Data collection
China is the country with the highest number of conifer species in the world among which more than 90 species are endemics (Li, Shen, Ying, and Fang 2009). Meanwhile, the land mass of China covers a large latitudinal gradient from 18° N to 54 ° N. Besides, although the precipitation is generally higher in lower latitude regions, seasonal drought is common in Southwest China, where a hotspot of conifer species is situated (Yang 2015; Sundaram et al. 2019). Such diverse species and environmental conditions provide an opportunity for a cross-species study on the correlation between xylem structure and climate. We compiled a tracheid trait dataset for Chinese conifer species (Cheng Yang, and Liu 1993, Yang Lu, Liu, and Wu 2001; Jiang Cheng, and Yin 2010). All taxonomic names were verified using the Plant List (http://www.theplantlist.org/) to correct for synonyms, and varieties and subspecies were removed since the study is at the interspecific level. Finally, we obtained wood anatomical data for 79 conifer species across China (Fig.1). Most tree samples were taken from the Eastern Monsoonal climate zone in China, where the temperate, subtropical, and marginal tropical natural forests are distributed (Wu 1995). The maximum plant height for each species was extracted from Fu (2012) to check their potential relationships with conduit size.
Five cell dimensional traits from both earlywood and latewood for the 79 conifer species were selected, including tangential and radial tracheid diameter, tangential and radial tracheid wall thickness, and tracheid length (Fig. 2, Appendix 1, and Appendix 2). The anatomical data was mainly collected from publications by The Chinese Academy of Forestry, which hosts the largest wood collection in China, and the wood anatomical traits were measured following their methods (Cheng et al. 1993; Zhou and Jiang 1994; Yang, Cheng, Yang, and Lu 2009). In brief, most conifer tree species were sampled from mature trees over 60 years old with a DBH of over 20 cm in natural forests, as previous studies suggest that tracheid size is consistent in the sapwood of old trees (Zhou and Jiang 1994). The sampled discs were collected at a height of 1.3m, avoiding compression wood. These discs were cut, from pith to bark, into six equal parts according to the equidistance method and anatomical samples were taken from the middle of the outermost part (closest to the bark). These outermost samples were sectioned with a microtome and the entire span of a randomly selected growth ring analysed. Wood anatomical traits were measured using a light microscope, including tracheid diameter, tracheid wall thickness, and tracheid length for earlywood and latewood respectively. The early-and-latewood subzones were chosen as close as possible to the ring boundaries, and tracheids at the very end of latewood with irregular shapes were avoided. For tracheid diameter and tracheid wall thickness, 100 tracheids were measured randomly in the earlywood and latewood subsection of each sample. For tracheid length, 50 tracheids in earlywood and latewood from a randomly selected growth ring were measured using the maceration method after wood samples were treated with glacial acetic acid and hydrogen peroxide for one to three days (Yang et al. 2001).
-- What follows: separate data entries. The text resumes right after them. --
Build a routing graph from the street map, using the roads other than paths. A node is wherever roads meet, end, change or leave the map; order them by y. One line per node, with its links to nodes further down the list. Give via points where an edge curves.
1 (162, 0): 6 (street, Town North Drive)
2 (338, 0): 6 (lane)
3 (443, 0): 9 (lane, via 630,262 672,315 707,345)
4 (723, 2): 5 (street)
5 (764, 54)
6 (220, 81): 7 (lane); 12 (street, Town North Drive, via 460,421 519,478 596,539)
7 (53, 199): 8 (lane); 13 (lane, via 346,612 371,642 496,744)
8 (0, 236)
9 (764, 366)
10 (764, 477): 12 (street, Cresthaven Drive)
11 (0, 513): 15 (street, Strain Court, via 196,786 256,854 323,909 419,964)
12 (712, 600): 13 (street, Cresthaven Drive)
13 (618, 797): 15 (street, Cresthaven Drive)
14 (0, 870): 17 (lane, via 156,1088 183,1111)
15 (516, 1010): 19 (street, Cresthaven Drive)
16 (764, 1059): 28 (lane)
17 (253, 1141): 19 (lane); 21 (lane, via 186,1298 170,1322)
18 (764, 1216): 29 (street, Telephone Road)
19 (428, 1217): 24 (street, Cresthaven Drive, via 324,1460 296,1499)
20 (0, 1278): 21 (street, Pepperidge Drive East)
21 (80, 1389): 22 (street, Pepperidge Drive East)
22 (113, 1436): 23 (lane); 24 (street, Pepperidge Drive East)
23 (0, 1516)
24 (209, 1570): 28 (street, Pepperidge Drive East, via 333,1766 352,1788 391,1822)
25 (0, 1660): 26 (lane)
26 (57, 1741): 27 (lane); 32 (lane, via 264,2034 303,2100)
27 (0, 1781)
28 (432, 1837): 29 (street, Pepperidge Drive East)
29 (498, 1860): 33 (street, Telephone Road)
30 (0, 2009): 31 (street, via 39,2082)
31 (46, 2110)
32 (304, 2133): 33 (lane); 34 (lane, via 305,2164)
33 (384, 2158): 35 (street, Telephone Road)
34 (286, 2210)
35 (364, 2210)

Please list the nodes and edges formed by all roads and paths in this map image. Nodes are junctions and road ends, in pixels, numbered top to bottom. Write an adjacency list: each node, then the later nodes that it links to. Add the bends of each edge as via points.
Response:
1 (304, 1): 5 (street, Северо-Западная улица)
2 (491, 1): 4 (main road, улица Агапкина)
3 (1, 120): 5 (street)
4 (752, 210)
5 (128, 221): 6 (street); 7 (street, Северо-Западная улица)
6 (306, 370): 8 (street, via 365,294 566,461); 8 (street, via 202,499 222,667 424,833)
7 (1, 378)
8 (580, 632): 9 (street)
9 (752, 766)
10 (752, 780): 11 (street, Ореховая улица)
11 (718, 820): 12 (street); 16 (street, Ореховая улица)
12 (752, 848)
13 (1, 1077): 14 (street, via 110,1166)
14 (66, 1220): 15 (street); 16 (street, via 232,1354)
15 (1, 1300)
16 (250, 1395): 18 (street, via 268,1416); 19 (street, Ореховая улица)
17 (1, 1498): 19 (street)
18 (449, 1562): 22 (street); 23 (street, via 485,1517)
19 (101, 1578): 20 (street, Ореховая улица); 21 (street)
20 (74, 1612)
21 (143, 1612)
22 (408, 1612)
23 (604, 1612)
As the sampling locations were not recorded for most of the species in the database, geographical coordinates for the distribution of each species in China were retrieved from Atlas of the Gymnosperms of China (Ying, Chen, and Chang 2004) and combined with climatic data extracted from WorldClim (https://www.worldclim.org/) and the aridity index from the global aridity index database (https://cgiarcsi.community/data/global-aridity-and-pet-database/) using the R package ‘raster’ (Hijmans, 2015). The environmental variables included: (1) Location indices: mid-point latitude (LAT, °), longitude (LON, °), and altitude (ALT, m). (2) Annual climatic indices: mean annual temperature (MAT, ℃), mean annual precipitation (MAP, mm), and mean annual aridity index (MAI, mm) which is defined as the ratio of mean annual precipitation and mean annual potential evapotranspiration. Climatic variables retrieved from different locations were averaged for each conifer species for further analysis.
Previous studies demonstrated that xylogenesis and the resulting xylem structure were species-specific (Rathgeber et al. 2016; Chen et al. 2019). Therefore, the effect of phylogeny was taken into account using various phylogenetic models in this cross-species study. We firstly constructed a phylogenetic tree for the species using the largest dated vascular plant phylogeny presently available, the GBOTB mega-tree of Smith & Brown (2018), which includes 79,881 taxa and all families of extant vascular plants based on combined molecular data from GenBank and data from the Open Tree of Life project (Smith and Brown 2018). We then pruned the supertree using the R package ‘V.PhyloMaker’ (Jin and Qian 2019) to generate a phylogeny for 79 conifer species.